**Extracted entries**

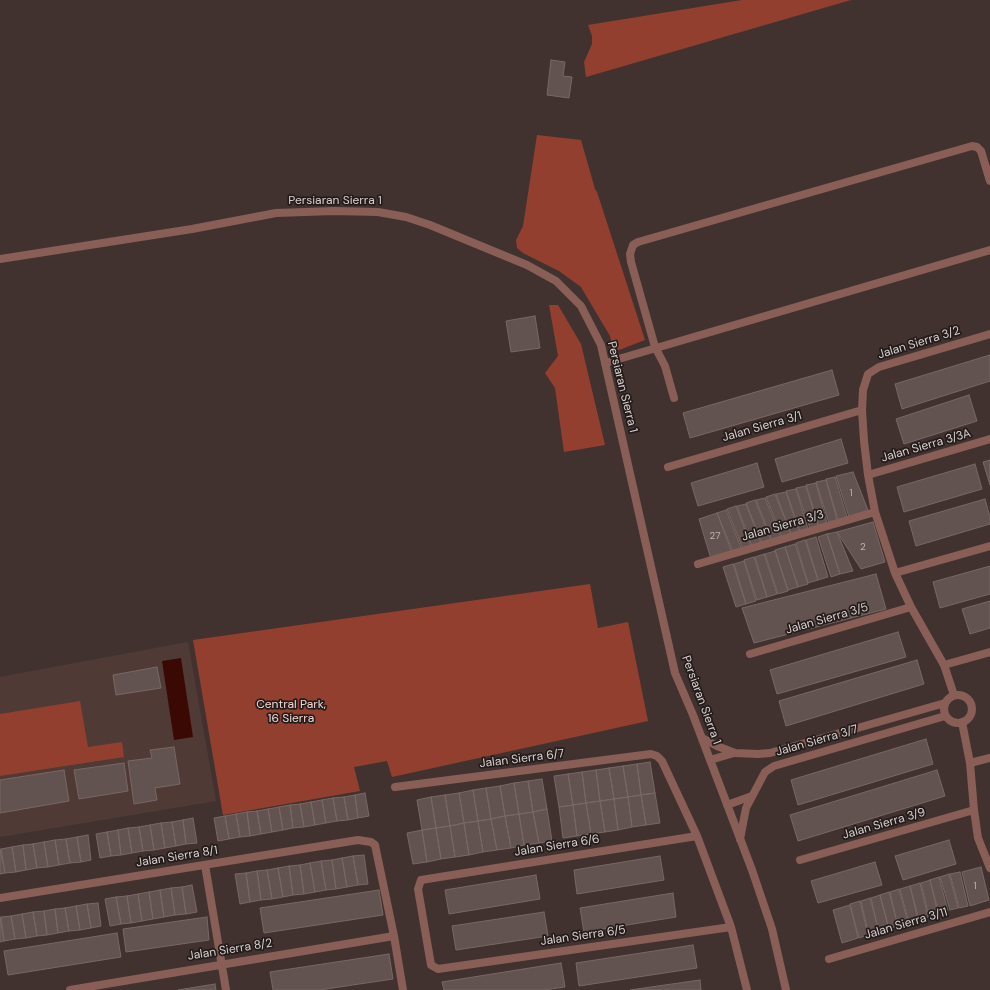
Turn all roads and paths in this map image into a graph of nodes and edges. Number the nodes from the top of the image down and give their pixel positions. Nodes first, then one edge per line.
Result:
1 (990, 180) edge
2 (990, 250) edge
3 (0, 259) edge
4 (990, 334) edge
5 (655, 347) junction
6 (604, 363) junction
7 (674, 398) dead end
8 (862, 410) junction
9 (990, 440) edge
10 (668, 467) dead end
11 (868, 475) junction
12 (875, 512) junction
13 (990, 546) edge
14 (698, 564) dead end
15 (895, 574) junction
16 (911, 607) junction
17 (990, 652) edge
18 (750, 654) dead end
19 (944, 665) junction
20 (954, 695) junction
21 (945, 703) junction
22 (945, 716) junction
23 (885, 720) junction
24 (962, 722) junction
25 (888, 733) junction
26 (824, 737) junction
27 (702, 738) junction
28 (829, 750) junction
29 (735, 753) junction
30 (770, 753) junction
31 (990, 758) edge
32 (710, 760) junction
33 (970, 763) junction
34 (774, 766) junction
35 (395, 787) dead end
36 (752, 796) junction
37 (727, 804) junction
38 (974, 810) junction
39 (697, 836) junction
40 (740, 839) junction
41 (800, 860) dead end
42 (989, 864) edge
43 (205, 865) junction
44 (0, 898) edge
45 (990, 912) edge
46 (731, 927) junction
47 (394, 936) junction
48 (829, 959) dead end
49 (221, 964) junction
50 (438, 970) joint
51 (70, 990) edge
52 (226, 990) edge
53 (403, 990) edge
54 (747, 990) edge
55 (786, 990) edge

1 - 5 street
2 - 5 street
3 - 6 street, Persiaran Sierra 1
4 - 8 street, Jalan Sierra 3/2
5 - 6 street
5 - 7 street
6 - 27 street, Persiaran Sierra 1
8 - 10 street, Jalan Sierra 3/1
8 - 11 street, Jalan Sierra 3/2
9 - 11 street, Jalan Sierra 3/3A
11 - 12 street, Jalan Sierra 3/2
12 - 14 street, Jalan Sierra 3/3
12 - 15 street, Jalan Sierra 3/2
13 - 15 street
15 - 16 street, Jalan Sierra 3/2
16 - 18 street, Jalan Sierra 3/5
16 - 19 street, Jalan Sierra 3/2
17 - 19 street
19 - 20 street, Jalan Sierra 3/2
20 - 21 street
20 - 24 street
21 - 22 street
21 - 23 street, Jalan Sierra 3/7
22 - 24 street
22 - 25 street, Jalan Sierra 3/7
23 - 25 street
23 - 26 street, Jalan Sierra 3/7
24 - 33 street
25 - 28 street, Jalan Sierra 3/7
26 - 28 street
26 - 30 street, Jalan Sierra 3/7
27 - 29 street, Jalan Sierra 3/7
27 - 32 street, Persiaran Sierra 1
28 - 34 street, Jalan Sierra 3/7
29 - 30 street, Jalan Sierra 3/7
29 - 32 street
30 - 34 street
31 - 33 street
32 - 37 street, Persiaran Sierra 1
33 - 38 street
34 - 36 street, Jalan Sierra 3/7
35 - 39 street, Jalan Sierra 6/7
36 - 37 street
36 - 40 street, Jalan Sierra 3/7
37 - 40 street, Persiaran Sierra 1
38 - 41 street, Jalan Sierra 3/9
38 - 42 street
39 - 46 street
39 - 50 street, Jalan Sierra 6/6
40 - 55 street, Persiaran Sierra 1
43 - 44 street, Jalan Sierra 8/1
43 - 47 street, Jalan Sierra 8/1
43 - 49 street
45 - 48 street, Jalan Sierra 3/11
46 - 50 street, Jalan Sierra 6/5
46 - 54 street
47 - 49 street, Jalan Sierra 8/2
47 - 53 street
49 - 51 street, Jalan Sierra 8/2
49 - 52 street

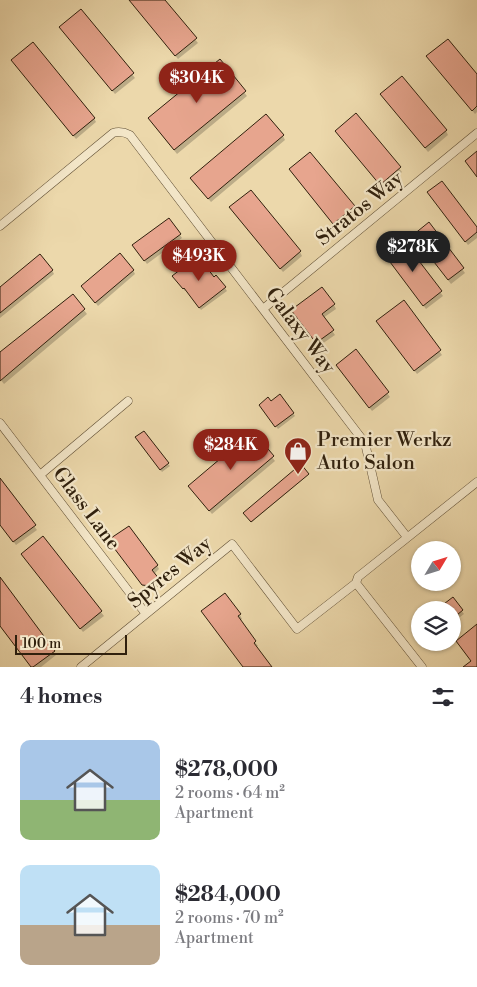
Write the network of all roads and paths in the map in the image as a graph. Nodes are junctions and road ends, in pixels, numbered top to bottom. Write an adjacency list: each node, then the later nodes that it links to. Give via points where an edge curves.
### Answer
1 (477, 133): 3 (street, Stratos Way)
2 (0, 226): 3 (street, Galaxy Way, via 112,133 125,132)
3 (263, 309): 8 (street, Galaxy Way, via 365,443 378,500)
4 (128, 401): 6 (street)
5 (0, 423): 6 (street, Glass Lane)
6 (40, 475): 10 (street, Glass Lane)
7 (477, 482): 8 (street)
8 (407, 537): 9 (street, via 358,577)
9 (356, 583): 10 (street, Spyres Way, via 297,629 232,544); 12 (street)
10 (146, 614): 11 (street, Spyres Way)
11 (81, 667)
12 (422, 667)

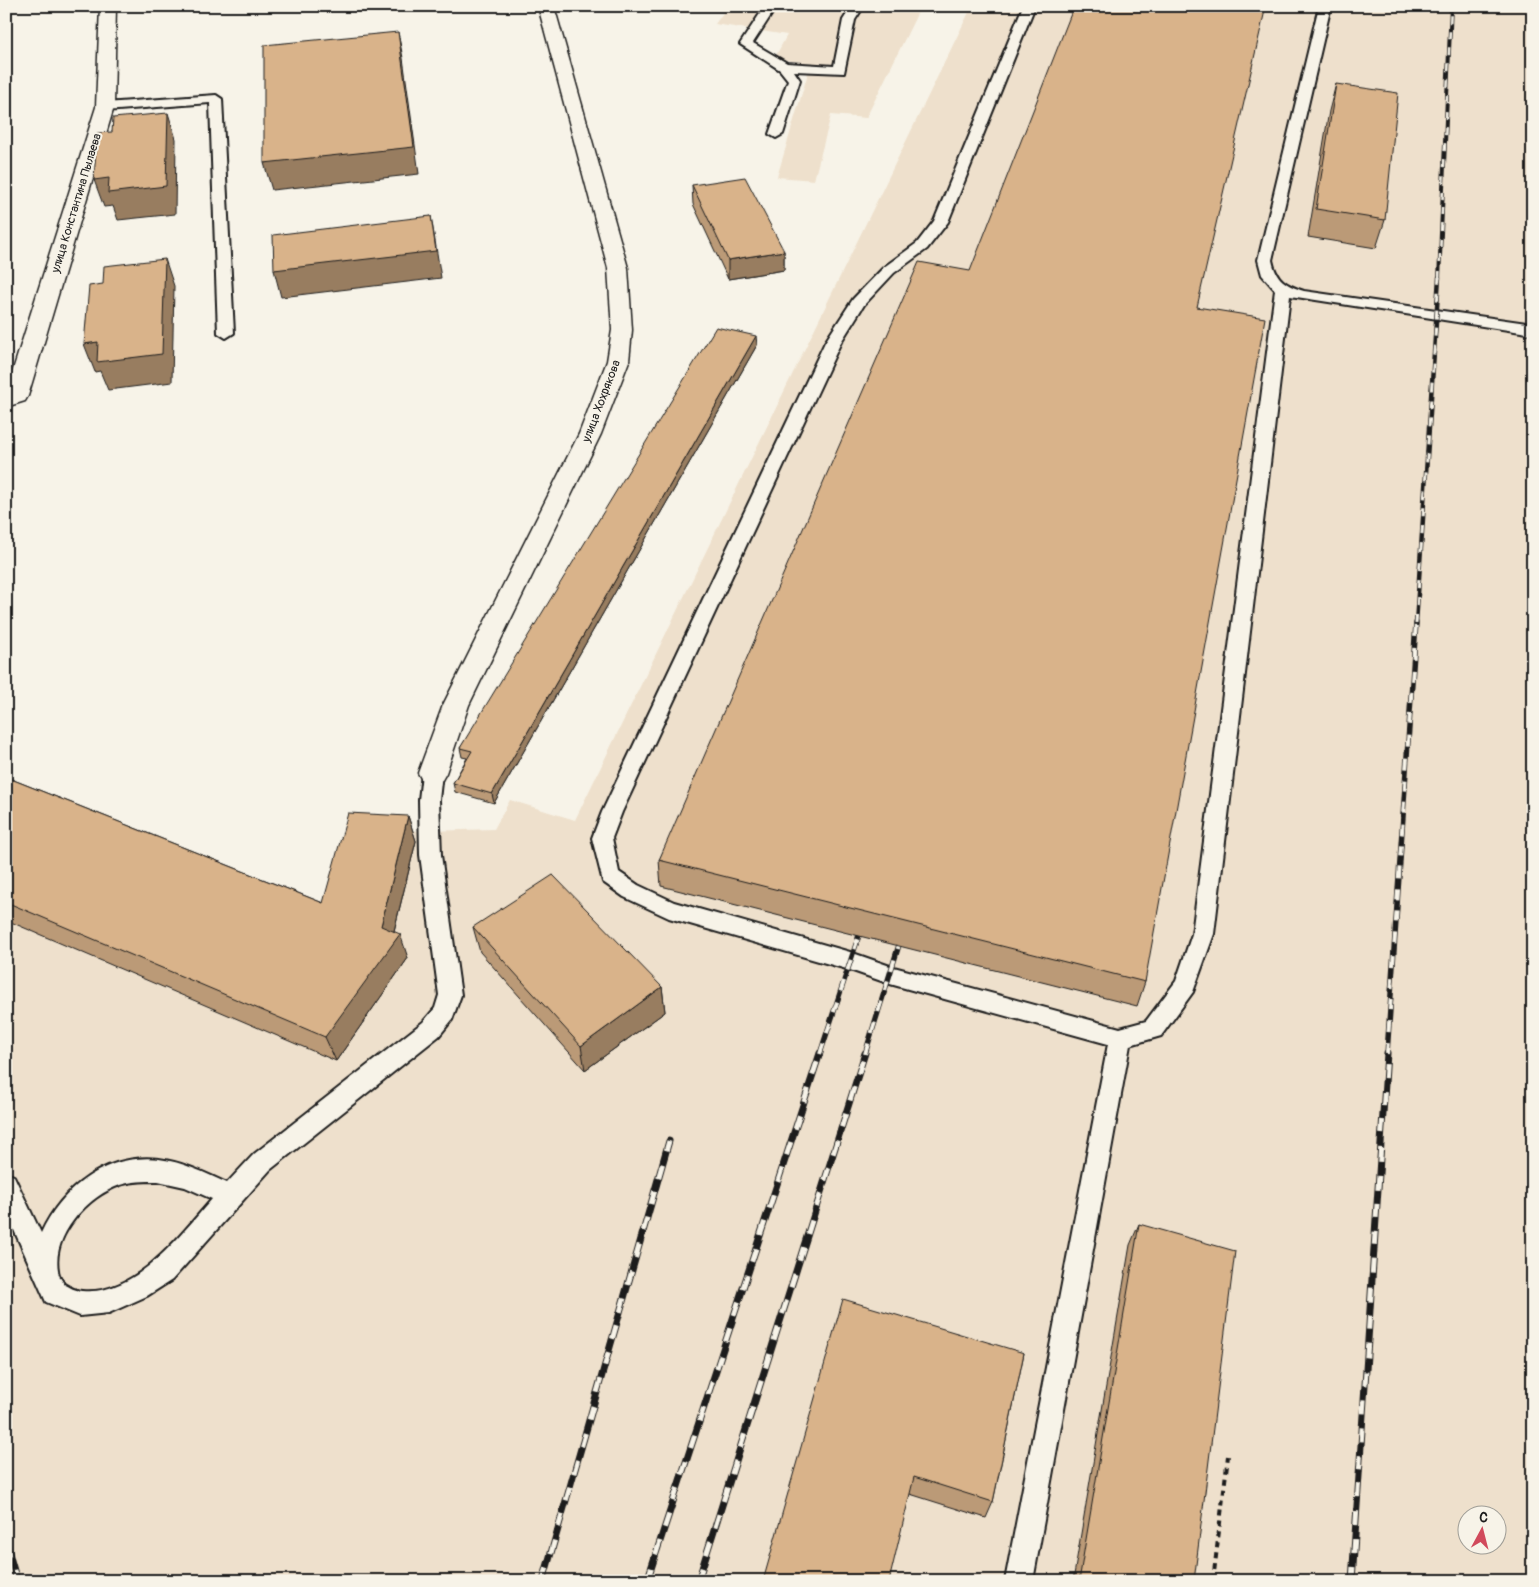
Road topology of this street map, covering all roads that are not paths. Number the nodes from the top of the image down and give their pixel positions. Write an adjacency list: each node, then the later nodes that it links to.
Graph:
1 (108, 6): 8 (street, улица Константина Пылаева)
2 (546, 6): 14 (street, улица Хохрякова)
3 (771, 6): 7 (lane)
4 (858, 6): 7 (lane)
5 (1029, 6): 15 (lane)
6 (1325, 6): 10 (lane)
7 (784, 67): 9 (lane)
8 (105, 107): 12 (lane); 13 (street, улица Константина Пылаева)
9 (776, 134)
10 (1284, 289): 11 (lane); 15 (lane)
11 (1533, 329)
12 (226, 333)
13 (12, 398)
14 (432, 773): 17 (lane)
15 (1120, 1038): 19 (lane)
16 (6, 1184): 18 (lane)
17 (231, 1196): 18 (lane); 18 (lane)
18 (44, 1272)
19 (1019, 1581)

**Try it**
Could you write out all the records exactly, without the pictures?

**Exercise output**
Turn all roads and paths in this map image into a graph of nodes and edges. Number the nodes from the top of the image down and give their pixel positions. Nodes first, then one edge per line.
Result:
1 (990, 180) edge
2 (990, 250) edge
3 (0, 259) edge
4 (990, 334) edge
5 (655, 347) junction
6 (604, 363) junction
7 (674, 398) dead end
8 (862, 410) junction
9 (990, 440) edge
10 (668, 467) dead end
11 (868, 475) junction
12 (875, 512) junction
13 (990, 546) edge
14 (698, 564) dead end
15 (895, 574) junction
16 (911, 607) junction
17 (990, 652) edge
18 (750, 654) dead end
19 (944, 665) junction
20 (954, 695) junction
21 (945, 703) junction
22 (945, 716) junction
23 (885, 720) junction
24 (962, 722) junction
25 (888, 733) junction
26 (824, 737) junction
27 (702, 738) junction
28 (829, 750) junction
29 (735, 753) junction
30 (770, 753) junction
31 (990, 758) edge
32 (710, 760) junction
33 (970, 763) junction
34 (774, 766) junction
35 (395, 787) dead end
36 (752, 796) junction
37 (727, 804) junction
38 (974, 810) junction
39 (697, 836) junction
40 (740, 839) junction
41 (800, 860) dead end
42 (989, 864) edge
43 (205, 865) junction
44 (0, 898) edge
45 (990, 912) edge
46 (731, 927) junction
47 (394, 936) junction
48 (829, 959) dead end
49 (221, 964) junction
50 (438, 970) joint
51 (70, 990) edge
52 (226, 990) edge
53 (403, 990) edge
54 (747, 990) edge
55 (786, 990) edge

1 - 5 street
2 - 5 street
3 - 6 street, Persiaran Sierra 1
4 - 8 street, Jalan Sierra 3/2
5 - 6 street
5 - 7 street
6 - 27 street, Persiaran Sierra 1
8 - 10 street, Jalan Sierra 3/1
8 - 11 street, Jalan Sierra 3/2
9 - 11 street, Jalan Sierra 3/3A
11 - 12 street, Jalan Sierra 3/2
12 - 14 street, Jalan Sierra 3/3
12 - 15 street, Jalan Sierra 3/2
13 - 15 street
15 - 16 street, Jalan Sierra 3/2
16 - 18 street, Jalan Sierra 3/5
16 - 19 street, Jalan Sierra 3/2
17 - 19 street
19 - 20 street, Jalan Sierra 3/2
20 - 21 street
20 - 24 street
21 - 22 street
21 - 23 street, Jalan Sierra 3/7
22 - 24 street
22 - 25 street, Jalan Sierra 3/7
23 - 25 street
23 - 26 street, Jalan Sierra 3/7
24 - 33 street
25 - 28 street, Jalan Sierra 3/7
26 - 28 street
26 - 30 street, Jalan Sierra 3/7
27 - 29 street, Jalan Sierra 3/7
27 - 32 street, Persiaran Sierra 1
28 - 34 street, Jalan Sierra 3/7
29 - 30 street, Jalan Sierra 3/7
29 - 32 street
30 - 34 street
31 - 33 street
32 - 37 street, Persiaran Sierra 1
33 - 38 street
34 - 36 street, Jalan Sierra 3/7
35 - 39 street, Jalan Sierra 6/7
36 - 37 street
36 - 40 street, Jalan Sierra 3/7
37 - 40 street, Persiaran Sierra 1
38 - 41 street, Jalan Sierra 3/9
38 - 42 street
39 - 46 street
39 - 50 street, Jalan Sierra 6/6
40 - 55 street, Persiaran Sierra 1
43 - 44 street, Jalan Sierra 8/1
43 - 47 street, Jalan Sierra 8/1
43 - 49 street
45 - 48 street, Jalan Sierra 3/11
46 - 50 street, Jalan Sierra 6/5
46 - 54 street
47 - 49 street, Jalan Sierra 8/2
47 - 53 street
49 - 51 street, Jalan Sierra 8/2
49 - 52 street

Write the network of all roads and paths in the map in the image as a graph. Nodes are junctions and road ends, in pixels, numbered top to bottom. Write an adjacency list: each node, then the later nodes that it links to. Give via points where an edge curves.
### Answer
1 (477, 133): 3 (street, Stratos Way)
2 (0, 226): 3 (street, Galaxy Way, via 112,133 125,132)
3 (263, 309): 8 (street, Galaxy Way, via 365,443 378,500)
4 (128, 401): 6 (street)
5 (0, 423): 6 (street, Glass Lane)
6 (40, 475): 10 (street, Glass Lane)
7 (477, 482): 8 (street)
8 (407, 537): 9 (street, via 358,577)
9 (356, 583): 10 (street, Spyres Way, via 297,629 232,544); 12 (street)
10 (146, 614): 11 (street, Spyres Way)
11 (81, 667)
12 (422, 667)

Road topology of this street map, covering all roads that are not paths. Number the nodes from the top of the image down and give their pixel positions. Write an adjacency list: each node, then the later nodes that it links to.
Graph:
1 (108, 6): 8 (street, улица Константина Пылаева)
2 (546, 6): 14 (street, улица Хохрякова)
3 (771, 6): 7 (lane)
4 (858, 6): 7 (lane)
5 (1029, 6): 15 (lane)
6 (1325, 6): 10 (lane)
7 (784, 67): 9 (lane)
8 (105, 107): 12 (lane); 13 (street, улица Константина Пылаева)
9 (776, 134)
10 (1284, 289): 11 (lane); 15 (lane)
11 (1533, 329)
12 (226, 333)
13 (12, 398)
14 (432, 773): 17 (lane)
15 (1120, 1038): 19 (lane)
16 (6, 1184): 18 (lane)
17 (231, 1196): 18 (lane); 18 (lane)
18 (44, 1272)
19 (1019, 1581)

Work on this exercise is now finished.